When these arguments are applied to healthcare, the moral debate is keenly focused. If the atomistic, individualistic understanding of the self is promoted, then rationing is regarded as an imposition on the rights of the individual. Medical resources, presumably above a bare minimum, are for those who can purchase them, and the right to do so cannot be restricted. If, in contrast, the citizen is regarded as a complex balance of private and communal identifications, then healthcare rationing, which imposes strictures on resources in answer to the needs of all members of the community, is understood as an obligation paid by individuals to their social group. In short, if healthcare is regarded as a communal resource and responsibility, the group's interests prevail over the individual choices that wealth might confer.
Plainly, my position is that healthcare, like justice, should be distributed equitably, because fair access to commonly held resources optimally permits all individuals to reach their full social and personal potential. This is a precept of distributive justice, and, accordingly, autonomy is placed in a broad social context to balance individual rights against inequality and injustice. Rationing then assumes its moral force from a dual allegiance to notions of communal responsibilities of individuals (relational autonomy) and a social philosophy advocating equitable sharing of communal healthcare resources (distributive justice).
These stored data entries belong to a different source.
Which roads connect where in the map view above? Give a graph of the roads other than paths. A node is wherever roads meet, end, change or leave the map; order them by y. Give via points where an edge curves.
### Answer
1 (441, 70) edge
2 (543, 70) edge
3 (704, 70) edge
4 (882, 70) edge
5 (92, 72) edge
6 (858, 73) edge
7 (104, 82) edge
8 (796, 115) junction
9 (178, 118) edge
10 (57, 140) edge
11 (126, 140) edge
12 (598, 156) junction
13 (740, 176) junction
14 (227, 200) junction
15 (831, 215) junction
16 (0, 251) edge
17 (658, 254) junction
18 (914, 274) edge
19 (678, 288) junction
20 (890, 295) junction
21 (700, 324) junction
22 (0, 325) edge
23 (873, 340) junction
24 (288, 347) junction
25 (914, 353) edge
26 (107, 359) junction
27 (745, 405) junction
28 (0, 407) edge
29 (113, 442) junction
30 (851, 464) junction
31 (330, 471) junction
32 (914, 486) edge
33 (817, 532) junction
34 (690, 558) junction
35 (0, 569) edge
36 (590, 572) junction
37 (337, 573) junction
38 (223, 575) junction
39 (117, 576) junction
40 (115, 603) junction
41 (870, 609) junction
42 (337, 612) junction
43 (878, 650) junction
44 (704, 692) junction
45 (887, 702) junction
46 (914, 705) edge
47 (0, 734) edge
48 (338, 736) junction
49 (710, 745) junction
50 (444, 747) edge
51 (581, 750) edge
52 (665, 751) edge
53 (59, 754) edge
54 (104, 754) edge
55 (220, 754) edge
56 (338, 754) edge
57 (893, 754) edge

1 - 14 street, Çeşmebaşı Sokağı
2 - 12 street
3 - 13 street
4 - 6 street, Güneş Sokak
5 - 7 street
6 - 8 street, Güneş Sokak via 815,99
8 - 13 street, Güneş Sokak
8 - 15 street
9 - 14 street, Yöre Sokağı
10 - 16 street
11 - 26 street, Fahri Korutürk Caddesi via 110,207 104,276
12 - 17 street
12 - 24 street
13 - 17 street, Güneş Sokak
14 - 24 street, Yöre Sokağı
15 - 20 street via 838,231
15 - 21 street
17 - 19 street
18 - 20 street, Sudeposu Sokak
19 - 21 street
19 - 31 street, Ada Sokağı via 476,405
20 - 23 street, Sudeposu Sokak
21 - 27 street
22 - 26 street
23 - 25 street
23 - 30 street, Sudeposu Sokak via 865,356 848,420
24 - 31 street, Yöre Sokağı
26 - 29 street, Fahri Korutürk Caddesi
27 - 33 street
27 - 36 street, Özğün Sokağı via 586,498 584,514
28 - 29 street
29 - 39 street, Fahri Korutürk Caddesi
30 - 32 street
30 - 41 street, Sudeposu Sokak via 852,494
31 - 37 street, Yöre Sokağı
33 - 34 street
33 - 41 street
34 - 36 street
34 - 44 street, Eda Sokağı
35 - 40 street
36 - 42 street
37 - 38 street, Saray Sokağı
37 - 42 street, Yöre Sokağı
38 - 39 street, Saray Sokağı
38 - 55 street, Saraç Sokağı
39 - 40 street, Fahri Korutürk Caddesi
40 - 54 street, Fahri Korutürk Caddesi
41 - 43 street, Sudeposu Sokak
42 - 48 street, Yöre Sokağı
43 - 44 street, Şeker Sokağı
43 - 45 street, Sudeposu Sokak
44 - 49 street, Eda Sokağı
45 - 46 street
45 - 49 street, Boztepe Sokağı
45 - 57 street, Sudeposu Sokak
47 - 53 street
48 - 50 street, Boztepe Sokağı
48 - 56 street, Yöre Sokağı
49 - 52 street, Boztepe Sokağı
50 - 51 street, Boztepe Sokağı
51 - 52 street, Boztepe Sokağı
But why should the equitable distribution of society's collective healthcare needs be favoured against the claims of individual choice, which, in Australia and the United States, are often determined by wealth? In short, why should physicians adopt the orientation advocated here? The answer is found within the ethics of medicine itself.14
I have provided a philosophical justification for rationing of healthcare resources, but that is not enough. The boundaries of the clinic are porous and determined by the supporting social and economic forces well beyond its walls. Politics are not usually included as part of medical practice, but perhaps when the moral implications of social injustices are understood as interfering with an ethical medicine, more physician activists will be born who will elect to split their efforts between the hospital and the political arena. For them, responsibility for their patients' medical welfare is comprehensive, and abiding.
Abstract
Rationing, the equitable allocation of medical resources, is both an economic and moral challenge — economic, because the various components of healthcare must be budgeted; moral, because the prioritisation of these resources is a value-laden decision.
The moral debate about rationing pits individual choice against communal interests.
The advocacy of equitable distribution of healthcare resources originates in arguments for distributive justice and a revised version of individual autonomy.
If autonomy is defined strictly in terms of atomistic individuality, then the social obligations and duties of persons are subordinated to their individual rights.
Alternatively, when people are defined by their relationships, "relational autonomy" balances responsibilities against the claims of individual rights to maximise distributive justice.
The concept of relational autonomy provides medicine with a philosophical basis for communal rationing of healthcare resources.